• What you will do
Reproduce each line below precisely. Drop the pictures.

• Data to process
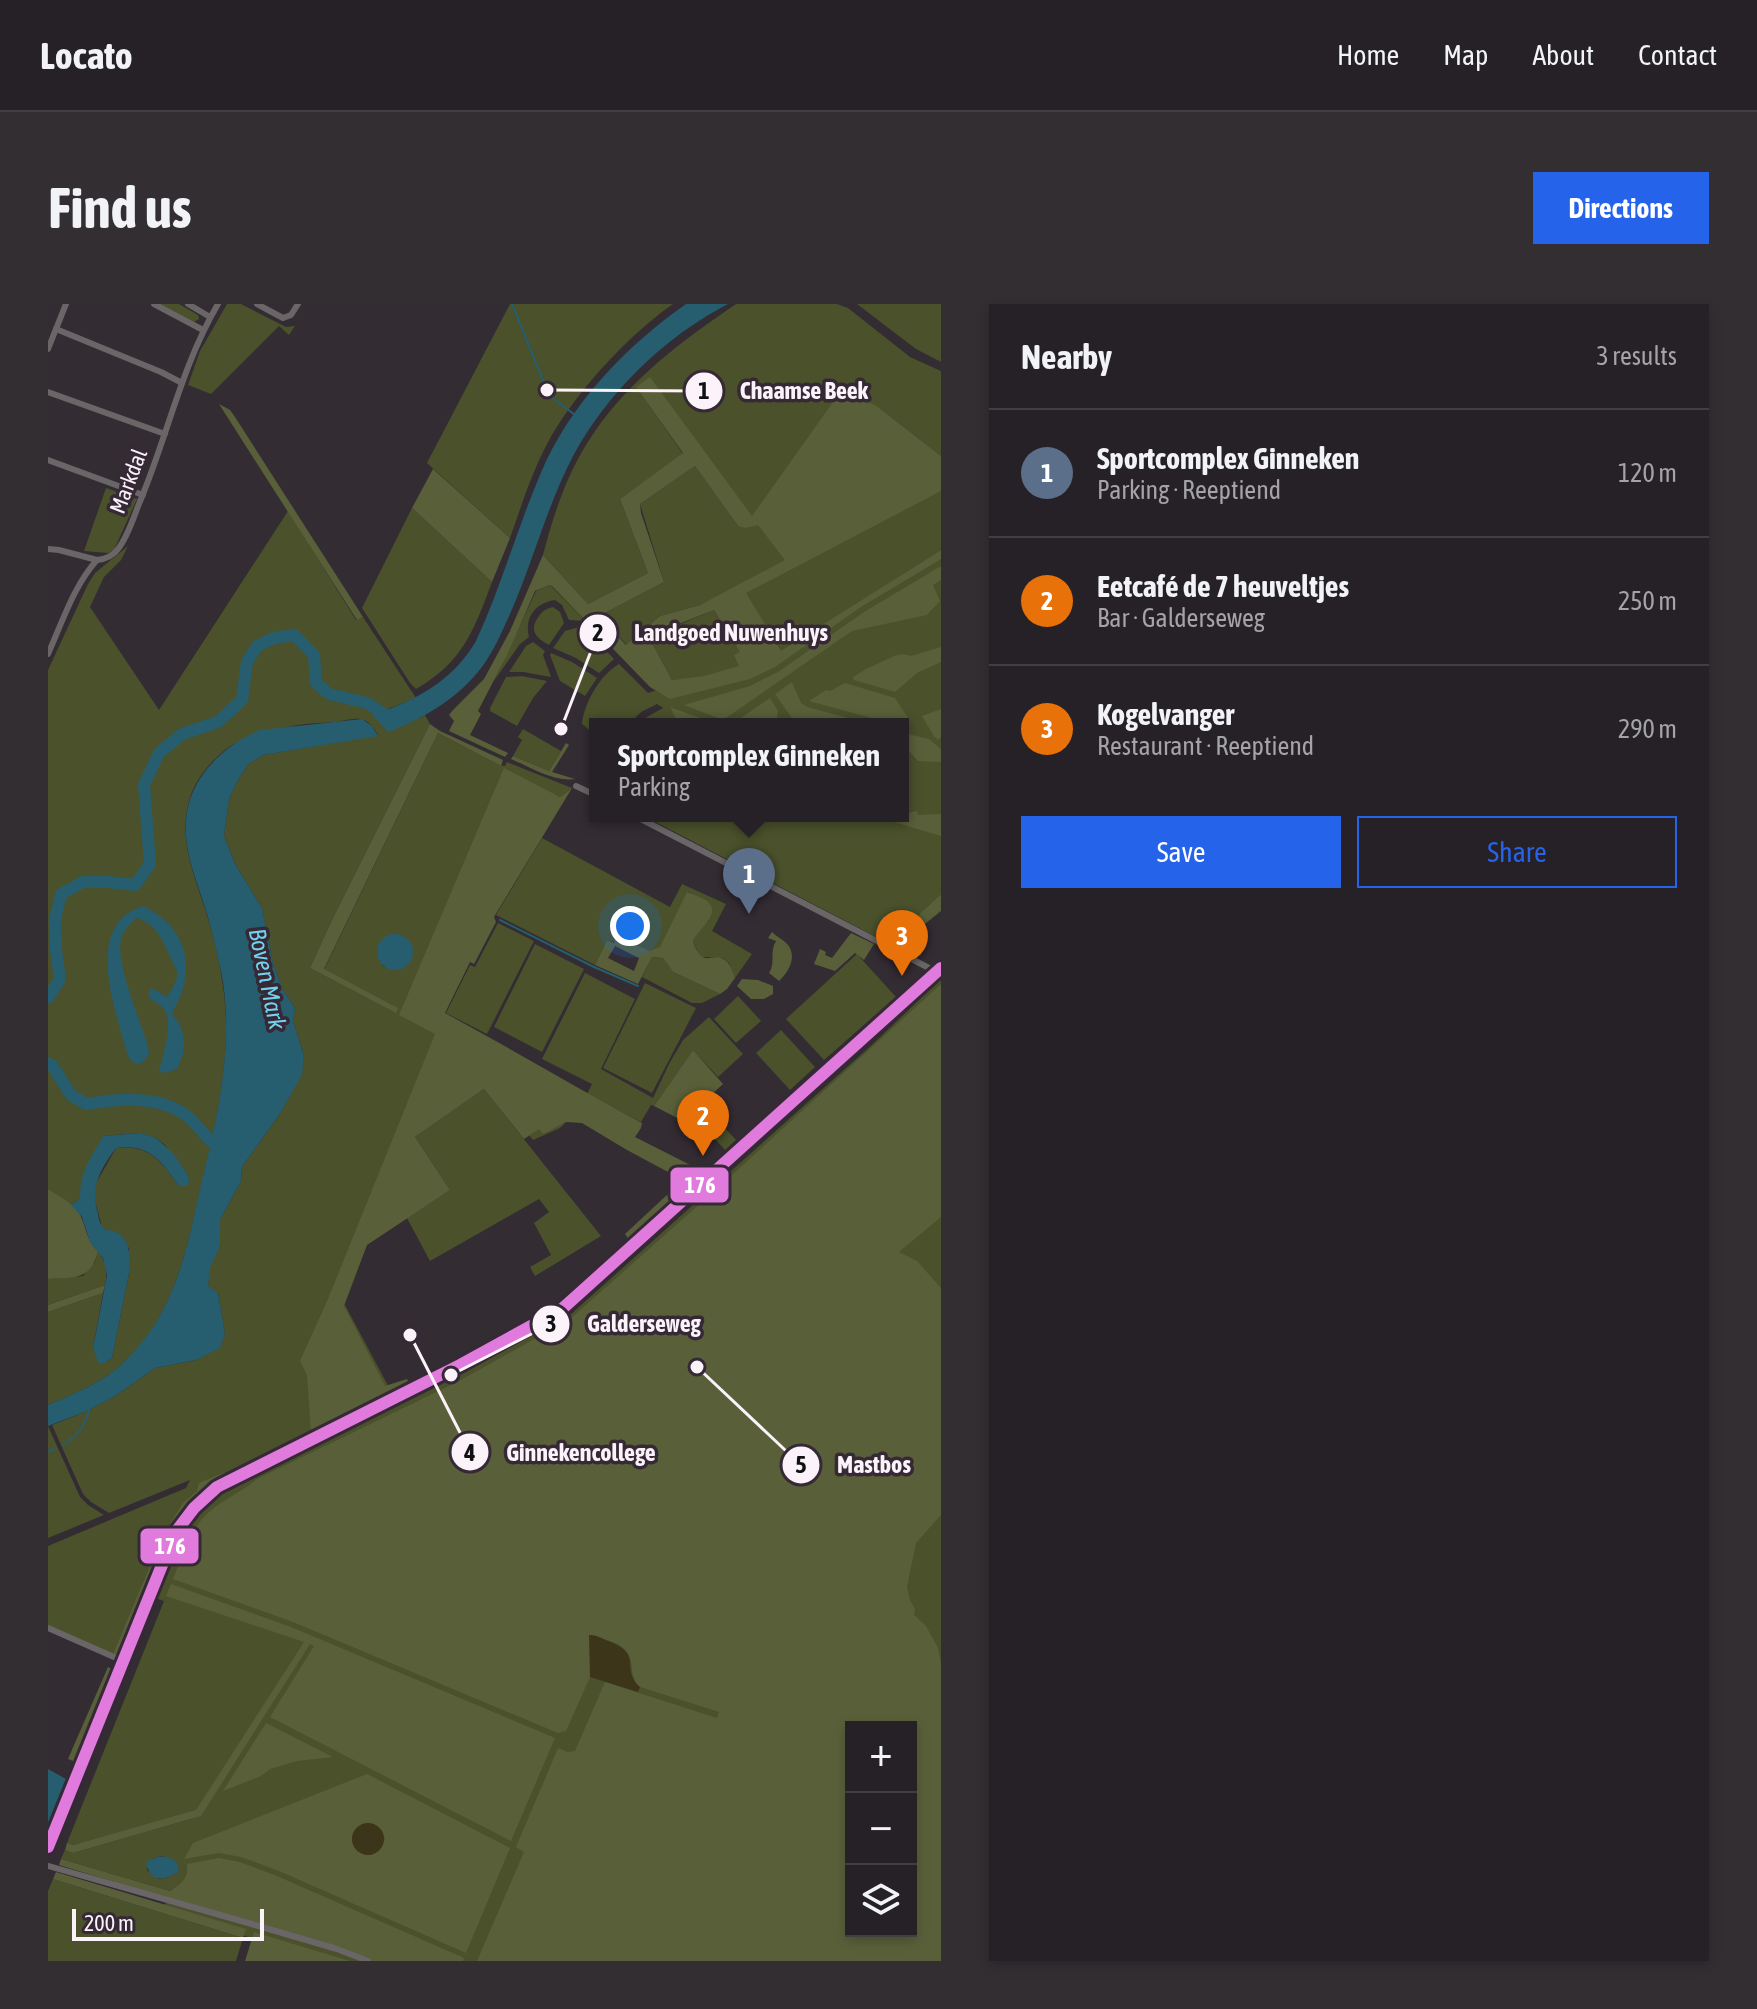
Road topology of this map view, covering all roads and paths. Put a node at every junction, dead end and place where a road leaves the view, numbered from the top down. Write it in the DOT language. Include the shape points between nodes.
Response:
graph roads {
  1 [pos="66,304"];
  2 [pos="154,304"];
  3 [pos="188,304"];
  4 [pos="218,304"];
  5 [pos="257,304"];
  6 [pos="298,304"];
  7 [pos="210,317"];
  8 [pos="56,329"];
  9 [pos="203,330"];
  10 [pos="48,349"];
  11 [pos="182,383"];
  12 [pos="48,392"];
  13 [pos="165,434"];
  14 [pos="48,460"];
  15 [pos="143,495"];
  16 [pos="48,549"];
  17 [pos="97,560"];
  18 [pos="48,654"];
  19 [pos="576,786"];
  20 [pos="589,792"];
  21 [pos="647,822"];
  22 [pos="938,971"];
  23 [pos="48,1628"];
  24 [pos="123,1661"];
  25 [pos="48,1847"];
  26 [pos="48,1866"];
  27 [pos="368,1961"];
  1 -- 8 [label="street"];
  2 -- 9 [label="street"];
  3 -- 7 [label="street"];
  4 -- 7 [label="street, Markdal"];
  5 -- 6 [label="street" via="283,318"];
  7 -- 9 [label="street, Markdal"];
  8 -- 10 [label="street"];
  8 -- 11 [label="street"];
  9 -- 11 [label="street, Markdal"];
  11 -- 13 [label="street, Markdal"];
  12 -- 13 [label="street"];
  13 -- 15 [label="street, Markdal"];
  14 -- 15 [label="street"];
  15 -- 17 [label="street, Markdal" via="116,553"];
  16 -- 17 [label="street"];
  17 -- 18 [label="street, Markdal"];
  19 -- 20 [label="street"];
  21 -- 22 [label="street"];
  22 -- 24 [label="street" via="562,1309 199,1500 175,1533"];
  23 -- 24 [label="street"];
  24 -- 25 [label="street"];
  26 -- 27 [label="street"];
}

• Completed task
Road topology of this map view, covering all roads and paths. Put a node at every junction, dead end and place where a road leaves the view, numbered from the top down. Write it in the DOT language. Include the shape points between nodes.
Response:
graph roads {
  1 [pos="66,304"];
  2 [pos="154,304"];
  3 [pos="188,304"];
  4 [pos="218,304"];
  5 [pos="257,304"];
  6 [pos="298,304"];
  7 [pos="210,317"];
  8 [pos="56,329"];
  9 [pos="203,330"];
  10 [pos="48,349"];
  11 [pos="182,383"];
  12 [pos="48,392"];
  13 [pos="165,434"];
  14 [pos="48,460"];
  15 [pos="143,495"];
  16 [pos="48,549"];
  17 [pos="97,560"];
  18 [pos="48,654"];
  19 [pos="576,786"];
  20 [pos="589,792"];
  21 [pos="647,822"];
  22 [pos="938,971"];
  23 [pos="48,1628"];
  24 [pos="123,1661"];
  25 [pos="48,1847"];
  26 [pos="48,1866"];
  27 [pos="368,1961"];
  1 -- 8 [label="street"];
  2 -- 9 [label="street"];
  3 -- 7 [label="street"];
  4 -- 7 [label="street, Markdal"];
  5 -- 6 [label="street" via="283,318"];
  7 -- 9 [label="street, Markdal"];
  8 -- 10 [label="street"];
  8 -- 11 [label="street"];
  9 -- 11 [label="street, Markdal"];
  11 -- 13 [label="street, Markdal"];
  12 -- 13 [label="street"];
  13 -- 15 [label="street, Markdal"];
  14 -- 15 [label="street"];
  15 -- 17 [label="street, Markdal" via="116,553"];
  16 -- 17 [label="street"];
  17 -- 18 [label="street, Markdal"];
  19 -- 20 [label="street"];
  21 -- 22 [label="street"];
  22 -- 24 [label="street" via="562,1309 199,1500 175,1533"];
  23 -- 24 [label="street"];
  24 -- 25 [label="street"];
  26 -- 27 [label="street"];
}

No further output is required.